Cardioprotective effect of VEGF and venom VEGF-like protein in acute myocardial ischemia in mice: effect on mitochondrial function.

Coronary endothelial dysfunction is involved in cardiac ischemia-reperfusion (IR) injury. Vascular endothelial growth factor (VEGF) activates endothelial cells and exerts cardioprotective effects in isolated hearts. The recently discovered viper venom protein called increasing capillary permeability protein (ICPP) exerts VEGF-like effects in endothelial cells. We examined whether VEGF or ICPP can influence IR outcome in vivo in mice. Dosages of VEGF and ICPP were determined by preliminary blood pressure study. In IR, both the proteins administered intravenously at reperfusion reduced infarct size (IS) by 57% for VEGF and 52% for ICPP (P < 0.01).
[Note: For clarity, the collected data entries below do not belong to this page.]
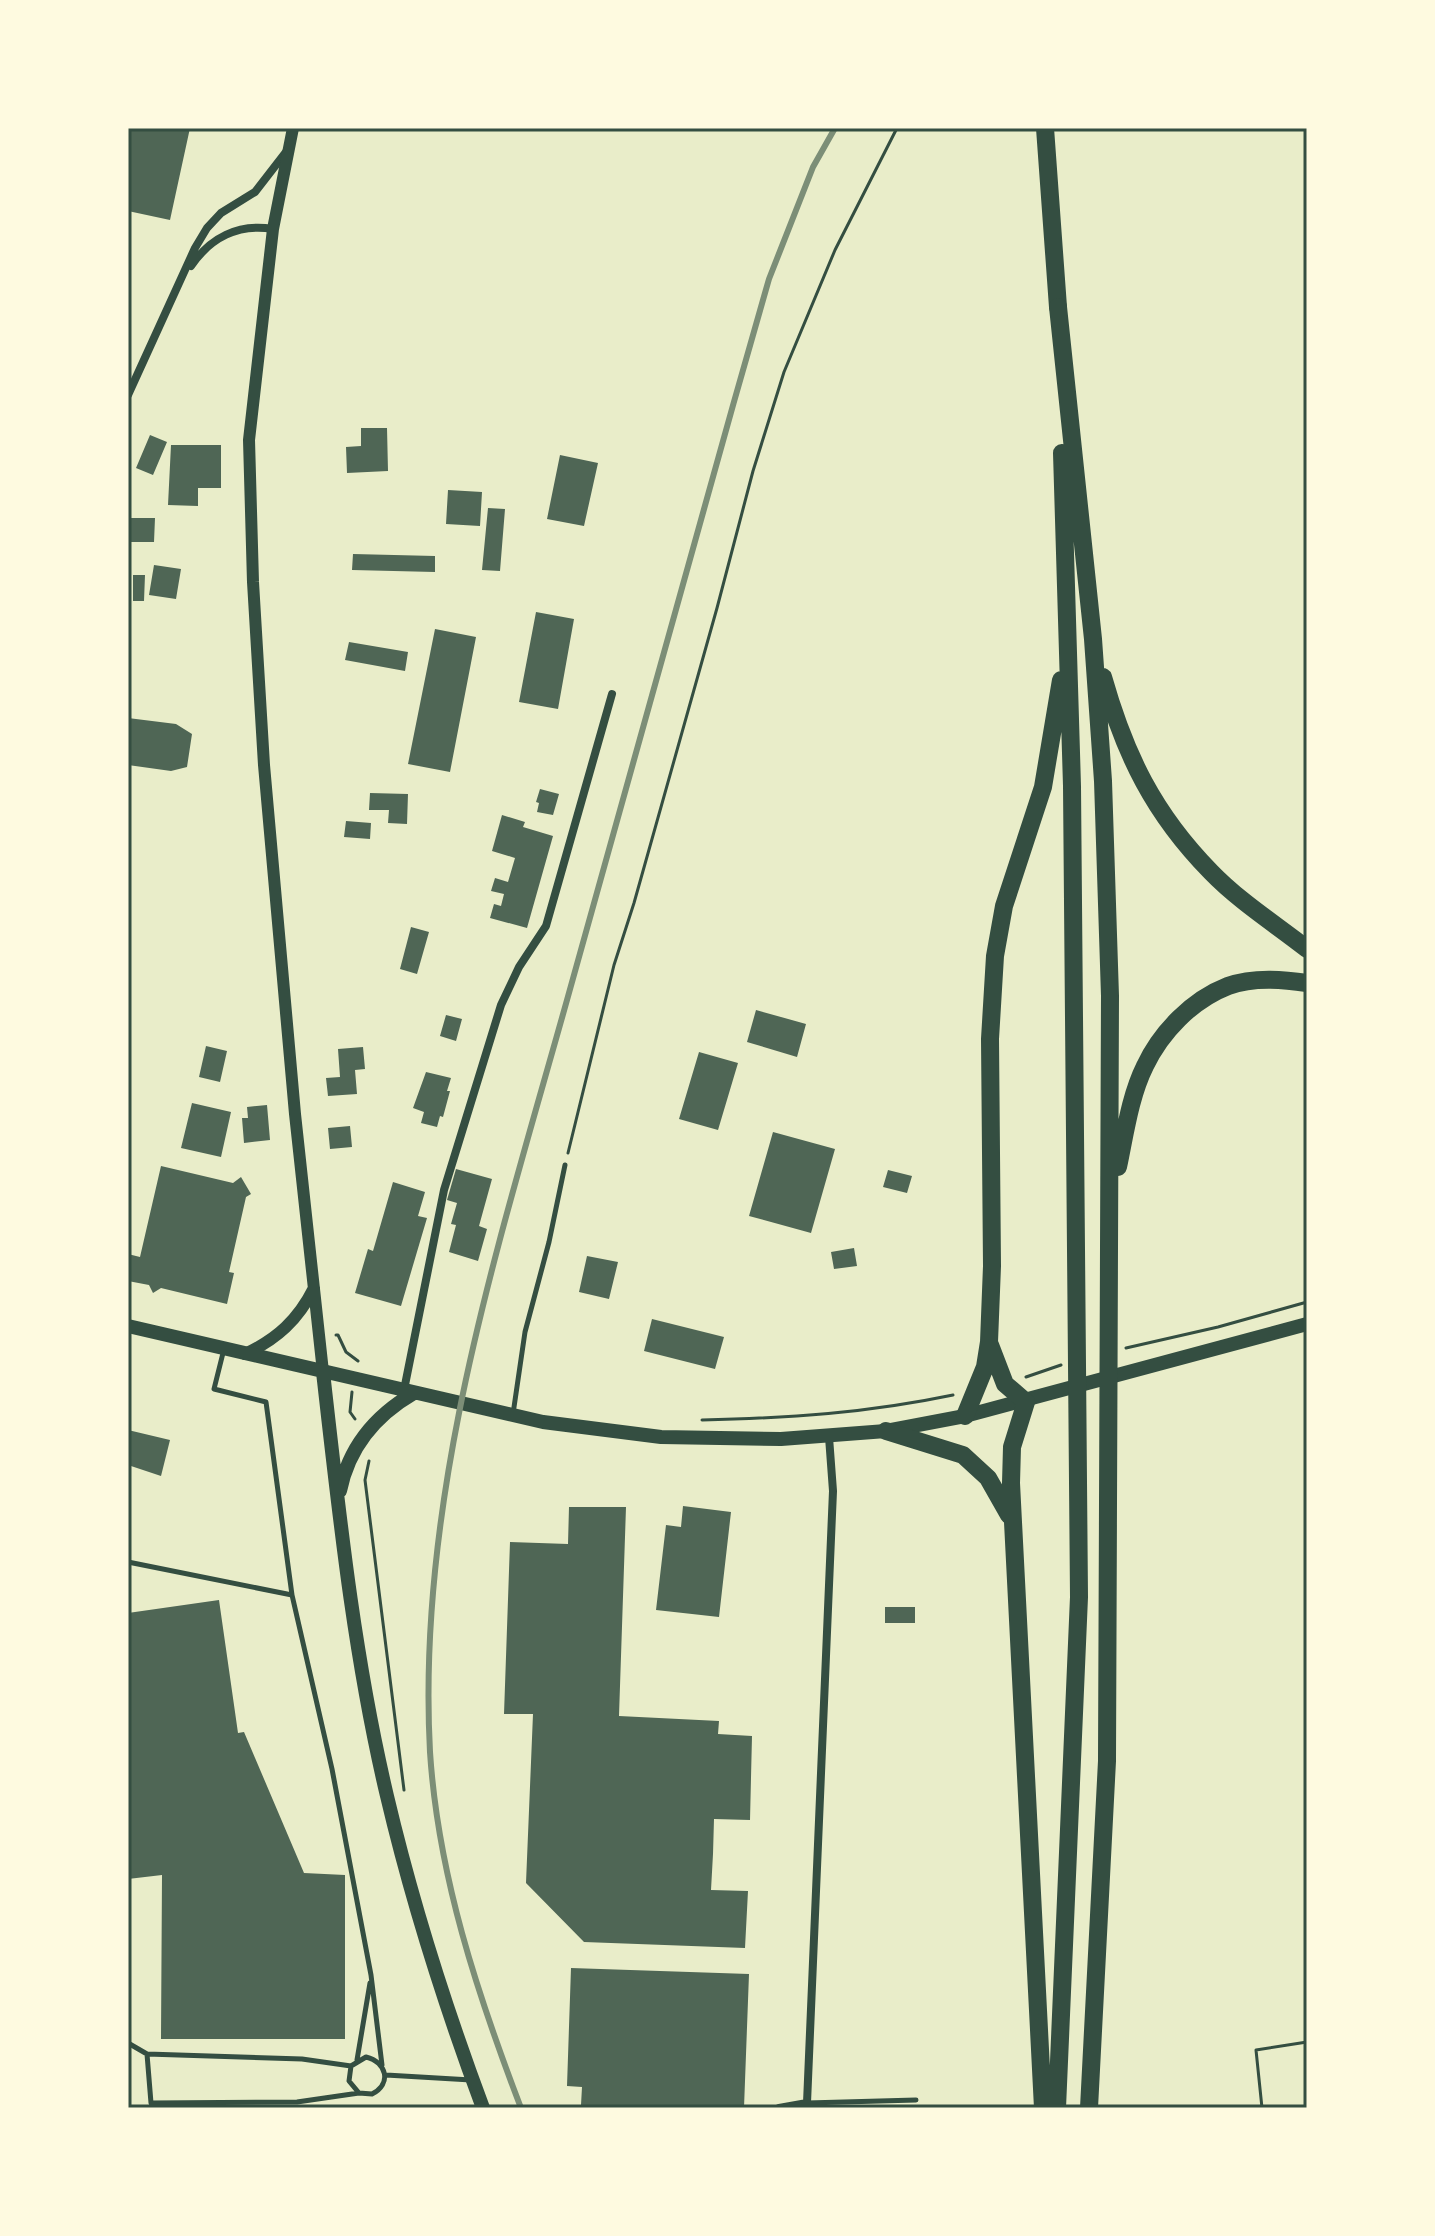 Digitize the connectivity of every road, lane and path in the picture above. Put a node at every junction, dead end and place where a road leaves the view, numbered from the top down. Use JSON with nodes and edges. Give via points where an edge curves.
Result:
{"nodes":[{"id":1,"x":293,"y":128,"type":"edge"},
{"id":2,"x":897,"y":128,"type":"edge"},
{"id":3,"x":1045,"y":128,"type":"edge"},
{"id":4,"x":288,"y":149,"type":"junction"},
{"id":5,"x":273,"y":229,"type":"junction"},
{"id":6,"x":183,"y":276,"type":"junction"},
{"id":7,"x":1058,"y":307,"type":"junction"},
{"id":8,"x":128,"y":395,"type":"edge"},
{"id":9,"x":1068,"y":638,"type":"junction"},
{"id":10,"x":1093,"y":639,"type":"junction"},
{"id":11,"x":612,"y":694,"type":"dead end"},
{"id":12,"x":1307,"y":949,"type":"edge"},
{"id":13,"x":1307,"y":983,"type":"edge"},
{"id":14,"x":565,"y":1165,"type":"joint"},
{"id":15,"x":1110,"y":1197,"type":"junction"},
{"id":16,"x":314,"y":1288,"type":"junction"},
{"id":17,"x":1307,"y":1302,"type":"edge"},
{"id":18,"x":1307,"y":1324,"type":"edge"},
{"id":19,"x":128,"y":1326,"type":"edge"},
{"id":20,"x":338,"y":1335,"type":"dead end"},
{"id":21,"x":989,"y":1342,"type":"junction"},
{"id":22,"x":224,"y":1349,"type":"junction"},
{"id":23,"x":1121,"y":1349,"type":"dead end"},
{"id":24,"x":245,"y":1354,"type":"junction"},
{"id":25,"x":358,"y":1361,"type":"dead end"},
{"id":26,"x":1067,"y":1363,"type":"dead end"},
{"id":27,"x":323,"y":1372,"type":"junction"},
{"id":28,"x":1005,"y":1384,"type":"junction"},
{"id":29,"x":976,"y":1390,"type":"junction"},
{"id":30,"x":409,"y":1392,"type":"junction"},
{"id":31,"x":351,"y":1400,"type":"dead end"},
{"id":32,"x":1026,"y":1402,"type":"junction"},
{"id":33,"x":513,"y":1416,"type":"junction"},
{"id":34,"x":965,"y":1416,"type":"junction"},
{"id":35,"x":695,"y":1420,"type":"dead end"},
{"id":36,"x":359,"y":1423,"type":"dead end"},
{"id":37,"x":886,"y":1431,"type":"junction"},
{"id":38,"x":829,"y":1437,"type":"junction"},
{"id":39,"x":371,"y":1452,"type":"dead end"},
{"id":40,"x":338,"y":1499,"type":"junction"},
{"id":41,"x":1012,"y":1521,"type":"junction"},
{"id":42,"x":128,"y":1562,"type":"edge"},
{"id":43,"x":292,"y":1595,"type":"junction"},
{"id":44,"x":405,"y":1793,"type":"dead end"},
{"id":45,"x":371,"y":1975,"type":"junction"},
{"id":46,"x":1307,"y":2042,"type":"edge"},
{"id":47,"x":128,"y":2043,"type":"edge"},
{"id":48,"x":147,"y":2054,"type":"junction"},
{"id":49,"x":357,"y":2060,"type":"junction"},
{"id":50,"x":382,"y":2065,"type":"junction"},
{"id":51,"x":351,"y":2066,"type":"junction"},
{"id":52,"x":386,"y":2075,"type":"junction"},
{"id":53,"x":472,"y":2080,"type":"junction"},
{"id":54,"x":359,"y":2093,"type":"junction"},
{"id":55,"x":916,"y":2100,"type":"dead end"},
{"id":56,"x":807,"y":2103,"type":"junction"},
{"id":57,"x":483,"y":2108,"type":"edge"},
{"id":58,"x":779,"y":2108,"type":"edge"},
{"id":59,"x":1043,"y":2108,"type":"edge"},
{"id":60,"x":1057,"y":2108,"type":"edge"},
{"id":61,"x":1089,"y":2108,"type":"edge"},
{"id":62,"x":1262,"y":2108,"type":"edge"}],
"edges":[{"from":1,"to":4,"type":"street"},
{"from":2,"to":14,"type":"path","via":[[835,250],[784,372],[610,978]]},
{"from":3,"to":7,"type":"highway"},
{"from":4,"to":5,"type":"street"},
{"from":4,"to":6,"type":"street","via":[[255,192],[207,228]]},
{"from":5,"to":6,"type":"street","via":[[247,228],[218,239],[203,248]]},
{"from":5,"to":16,"type":"street","via":[[249,440],[253,582],[264,765]]},
{"from":6,"to":8,"type":"street"},
{"from":7,"to":9,"type":"highway"},
{"from":7,"to":10,"type":"highway"},
{"from":9,"to":21,"type":"highway","via":[[1043,787],[1004,906],[995,956]]},
{"from":9,"to":60,"type":"highway","via":[[1079,1597]]},
{"from":10,"to":12,"type":"highway","via":[[1114,714],[1151,798],[1213,875]]},
{"from":10,"to":15,"type":"highway","via":[[1107,854]]},
{"from":11,"to":30,"type":"street","via":[[546,926],[501,1005],[444,1190]]},
{"from":13,"to":15,"type":"highway","via":[[1278,979],[1228,986],[1192,1007],[1167,1030],[1144,1066]]},
{"from":14,"to":33,"type":"lane","via":[[525,1332]]},
{"from":15,"to":61,"type":"highway","via":[[1107,1761]]},
{"from":16,"to":24,"type":"street","via":[[287,1329]]},
{"from":16,"to":27,"type":"street"},
{"from":17,"to":23,"type":"path"},
{"from":18,"to":32,"type":"main road"},
{"from":19,"to":22,"type":"main road"},
{"from":20,"to":25,"type":"path","via":[[346,1352]]},
{"from":21,"to":28,"type":"highway"},
{"from":21,"to":29,"type":"highway"},
{"from":22,"to":24,"type":"main road"},
{"from":22,"to":43,"type":"lane","via":[[214,1389],[266,1402]]},
{"from":24,"to":27,"type":"main road"},
{"from":26,"to":28,"type":"path"},
{"from":27,"to":30,"type":"main road"},
{"from":27,"to":40,"type":"main road"},
{"from":28,"to":32,"type":"highway"},
{"from":29,"to":34,"type":"highway"},
{"from":29,"to":35,"type":"path","via":[[849,1413]]},
{"from":30,"to":33,"type":"main road"},
{"from":30,"to":40,"type":"main road","via":[[367,1431],[349,1460]]},
{"from":31,"to":36,"type":"path","via":[[350,1412]]},
{"from":32,"to":34,"type":"main road"},
{"from":32,"to":41,"type":"highway","via":[[1012,1447]]},
{"from":33,"to":38,"type":"main road","via":[[661,1437]]},
{"from":34,"to":37,"type":"main road"},
{"from":37,"to":38,"type":"main road"},
{"from":37,"to":41,"type":"highway","via":[[963,1455],[988,1478]]},
{"from":38,"to":56,"type":"street","via":[[833,1491]]},
{"from":39,"to":44,"type":"path","via":[[365,1480]]},
{"from":40,"to":53,"type":"main road","via":[[359,1653],[386,1794],[435,1973]]},
{"from":41,"to":59,"type":"highway"},
{"from":42,"to":43,"type":"lane"},
{"from":43,"to":45,"type":"lane"},
{"from":45,"to":49,"type":"lane"},
{"from":45,"to":50,"type":"lane"},
{"from":46,"to":62,"type":"path","via":[[1256,2050]]},
{"from":47,"to":48,"type":"lane"},
{"from":48,"to":51,"type":"lane","via":[[302,2059]]},
{"from":48,"to":54,"type":"lane","via":[[151,2103],[297,2102]]},
{"from":49,"to":50,"type":"lane","via":[[366,2057]]},
{"from":49,"to":51,"type":"lane"},
{"from":50,"to":52,"type":"lane"},
{"from":51,"to":54,"type":"lane","via":[[349,2081]]},
{"from":52,"to":53,"type":"lane"},
{"from":52,"to":54,"type":"lane","via":[[377,2091]]},
{"from":53,"to":57,"type":"main road"},
{"from":55,"to":56,"type":"lane"},
{"from":56,"to":58,"type":"street"}]}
Pretreatment with a selective VEGFR2 receptor antagonist abolished the reduction in IS. VEGF and ICPP induced ERK phosphorylation in the myocardium. IR triggered mitochondrial pore opening and impaired mitochondrial respiratory function. These effects of IR were prevented by VEGF or ICPP, which increased mitochondrial calcium retention capacity by 37% compared with saline (P < 0.05) and improved mitochondrial respiratory function (by 71% and 65%, respectively for state 3, and 51% and 38% for state 4, P < 0.01 for VEGF). Thus, intravenous administration of VEGF or ICPP at reperfusion largely reduces IS in IR, through stimulation of VEGFR2 receptors. This effect is mediated, at least in part, by improvement of IR-induced mitochondrial dysfunction.